If you look at the signature of new and drop, you can see what Wasm component provides to guest side isn't the actual object. Instead, it returns a Resource<T>. You can think this type as a handle. We will put the actual data that say Document into ResourceTable, and it will return Resource<Document>. And the guest will use it to call all methods realted to this resource. For example, if the guest want to call document-element, it will use this handle to call the method. What we need to do is implement the trait method to get the actual object from the table, get the Element object it wants, and then return the Resource<Element> handle it needs:

fn document_element(&mut self, self_: Resource<Document>) -> Result<Option<Resource<Element>>> {
    let self_ = self.table.get(&self_)?;
    match self_.document_element(&self.store) {
        Some(e) => Ok(Some(self.table.push(e)?)),
        None => Ok(None),
    }
}

With all necessary resource traits implemented, it's now possible to create a wasm component and use these host resources! There's cargo-component tool that can compile your crate into a Wasm component. In the code, we just need to use wit_bindgen to get all the WIT bindings we need:

// cargo component build
wit_bindgen::generate!({
    path: "../wit/",
    world: "imports",
});

struct GuestComponent;
export!(GuestComponent);
impl Guest for GuestComponent {
    fn test() -> String {
        let document = dom::node::Document::new();
        let element = document.document_element();
        format!(
            "Document has url: {} with element has attributes: {}",
            document.url(),
            element.unwrap().has_attributes()
        )
    }
}

EventTarget As a field

Last, we need to talk about EventTarget. If you look at the definition of NodeImpl mentioned above. you can see I treat EventTarget as a field instead of making all other Impl types into a sum type of EventTarget. The reason of this choice is because there are hundreds of WebIDL interfaces inherent EventTarget. The main reason they need EventTarget is because they can be added to EventListner. Otherwise, they don't share any similarity with each other. So I decided to make it as a field instead to prevent endless casting starting from it. Node, on the other hand, has more frequent requirement to update its Node tree. Many interfaces who inherent it will usually edit its node pretty oftehn. So I think defining sum type for it is more justified. EventTarget will probably be the only special case here.

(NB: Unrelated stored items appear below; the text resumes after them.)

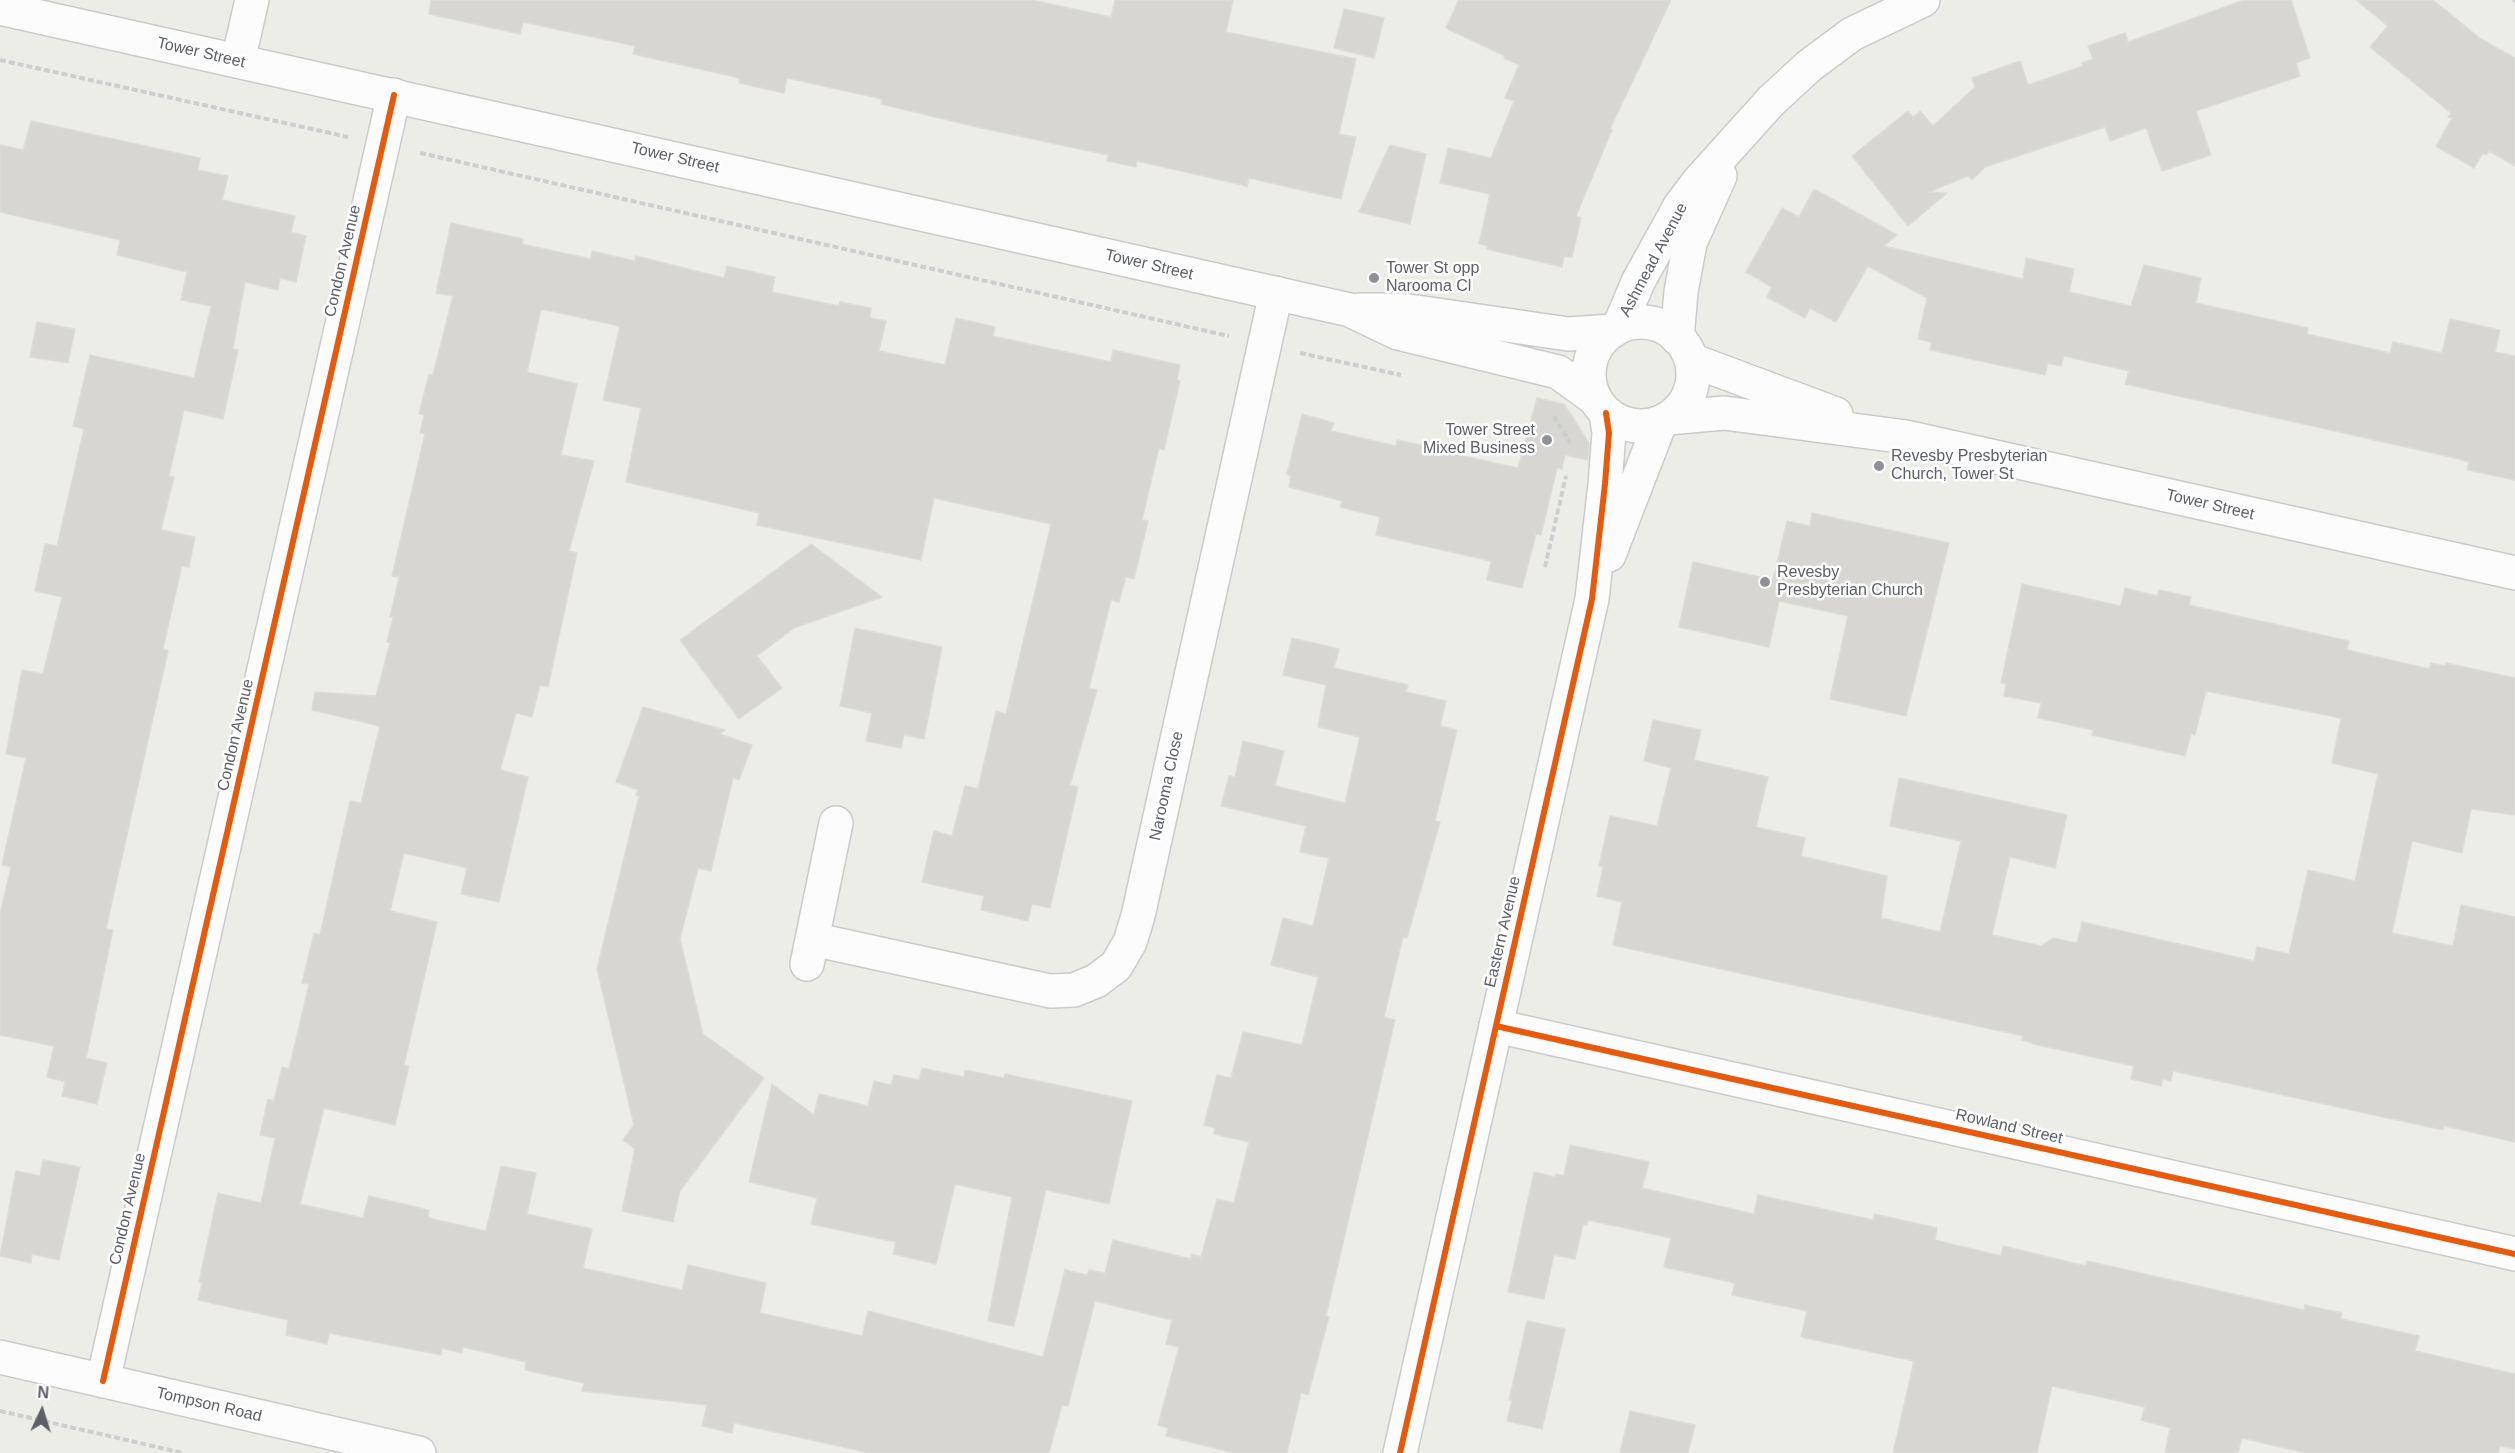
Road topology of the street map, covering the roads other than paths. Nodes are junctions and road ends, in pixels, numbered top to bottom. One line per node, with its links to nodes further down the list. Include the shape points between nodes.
1 (252, 0): 4 (street)
2 (1920, 0): 6 (street, Ashmead Avenue, via 1852,34 1809,66 1771,100)
3 (0, 8): 4 (street, Tower Street)
4 (238, 61): 5 (street, Tower Street)
5 (394, 94): 7 (street, Tower Street); 20 (street, Condon Avenue)
6 (1738, 140): 9 (street, Ashmead Avenue, via 1680,206); 10 (street, Ashmead Avenue, via 1690,243 1681,292)
7 (1276, 293): 8 (street, Tower Street); 16 (street, Narooma Close, via 1138,916 1130,942 1116,966 1096,981 1074,990 1050,991 810,951)
8 (1350, 310): 9 (street, Tower Street, via 1403,310 1568,334); 11 (street, Tower Street, via 1398,333 1558,372)
9 (1616, 329): 10 (street, via 1650,323 1668,330); 11 (street, via 1598,344 1590,361 1589,380)
10 (1684, 349): 12 (street, via 1693,378 1688,397); 13 (street, Tower Street, via 1819,408)
11 (1600, 406): 12 (street, via 1622,424 1641,427); 15 (street, Eastern Avenue, via 1609,433)
12 (1664, 421): 13 (street, Tower Street, via 1724,413); 15 (street, Eastern Avenue)
13 (1906, 437): 14 (street, Tower Street)
14 (2515, 573)
15 (1593, 599): 17 (street, Eastern Avenue)
16 (836, 824)
17 (1496, 1026): 18 (street, Rowland Street); 22 (street, Eastern Avenue)
18 (2515, 1254)
19 (0, 1357): 20 (street, Tompson Road)
20 (103, 1381): 21 (street, Tompson Road)
21 (419, 1453)
22 (1400, 1453)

There's also another issue that WIT spec currently hasn't support function callback yet. The closest thing is scoped callbacks mentioned from the link, but it's still far away. So right now, I define EventListner as good old FnMut that can import/export to Wasm module. Hopefully, WIT reference can be expanded in the near future. Or perhaps Wasm component can get some features from Wasm module that can pass func directly.

Next steps

So that's all the code I'd like to explain. Full example can be viewed in Ohim repository. For the next steps, I wish to collect feedback and starting to evolve current example into full Node tree. Either it can be an alternative script backend or not, I plan to reuse as many Servo components as possible. Once we have minimum functioning script engine, I would try to pass the tree to Servo's layout. And hopefully, it can generate the display list and ask Servo's webrender to render the webpage! The road is still far far away. But it seems to be the time to kick-start the journey!